Longo Diego, Baccini Marco, Cherubini Giulio, Caporaso Aurora, De Marco Mario, Politi Angela, Santini Guido, Cecchi Francesca, Bagni Maria Angela
Department of Experimental and Clinical Medicine, University of Florence, Florence - Italy.
IRCCS Fondazione Don Gnocchi Onlus, Florence - Italy.
Arch Physiother. 2025 Sep 19;15:250-264. doi: 10.33393/aop.2025.3428. eCollection 2025 Jan-Dec.
Spasticity is a common symptom after brain injury, often interfering with functional recovery and rehabilitation. The Tonic Stretch Reflex Threshold (TSRT) was proposed as an objective neurophysiological assessment of spasticity that could overcome the limitations of clinical scales. This systematic review aimed to appraise the current evidence on the metric properties of TSRT.
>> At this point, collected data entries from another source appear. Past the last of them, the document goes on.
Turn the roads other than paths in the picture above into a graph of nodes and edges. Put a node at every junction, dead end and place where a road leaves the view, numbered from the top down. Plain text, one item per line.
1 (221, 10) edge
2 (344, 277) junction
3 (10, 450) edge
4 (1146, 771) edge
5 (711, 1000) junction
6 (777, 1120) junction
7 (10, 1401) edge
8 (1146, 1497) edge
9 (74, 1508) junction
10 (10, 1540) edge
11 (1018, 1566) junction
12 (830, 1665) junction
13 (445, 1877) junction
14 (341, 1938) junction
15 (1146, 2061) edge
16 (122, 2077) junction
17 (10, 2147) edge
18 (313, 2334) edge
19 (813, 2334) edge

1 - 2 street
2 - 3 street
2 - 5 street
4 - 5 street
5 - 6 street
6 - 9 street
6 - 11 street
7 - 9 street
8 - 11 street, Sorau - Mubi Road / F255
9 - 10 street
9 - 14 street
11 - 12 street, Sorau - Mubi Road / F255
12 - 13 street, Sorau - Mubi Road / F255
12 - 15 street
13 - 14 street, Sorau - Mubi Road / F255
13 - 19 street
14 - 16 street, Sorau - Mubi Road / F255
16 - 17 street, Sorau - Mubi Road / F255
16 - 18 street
Electronic databases (MEDLINE, CINAHL, Scopus, Web of Science, and EMBASE) were screened from inception to June 30, 2025, for studies reporting data on reliability, validity, and/or responsiveness of TSRT in adults with stroke. Two reviewers independently selected the studies, assessed the methodological quality, and extracted relevant data. When possible, pooled estimates for each property were computed.
Of the 9804 titles retrieved, 17 were eventually included, to which 2 articles from cross-references were added. We found insufficient values for both intra-rater (two studies, ICC = 0.548, 0.330-0.710) and inter-rater (three studies, ICC = 0.687, 0.511-0.808) reliability, with high measurement error. Data on validity were found in 14 articles, with conflicting results on the association of TSRT with clinical scales of spasticity and motricity, but good ability to discriminate among relevant groups. Only one study investigated responsiveness with an external anchor, finding that TSRT measurements failed to accurately detect improved participants.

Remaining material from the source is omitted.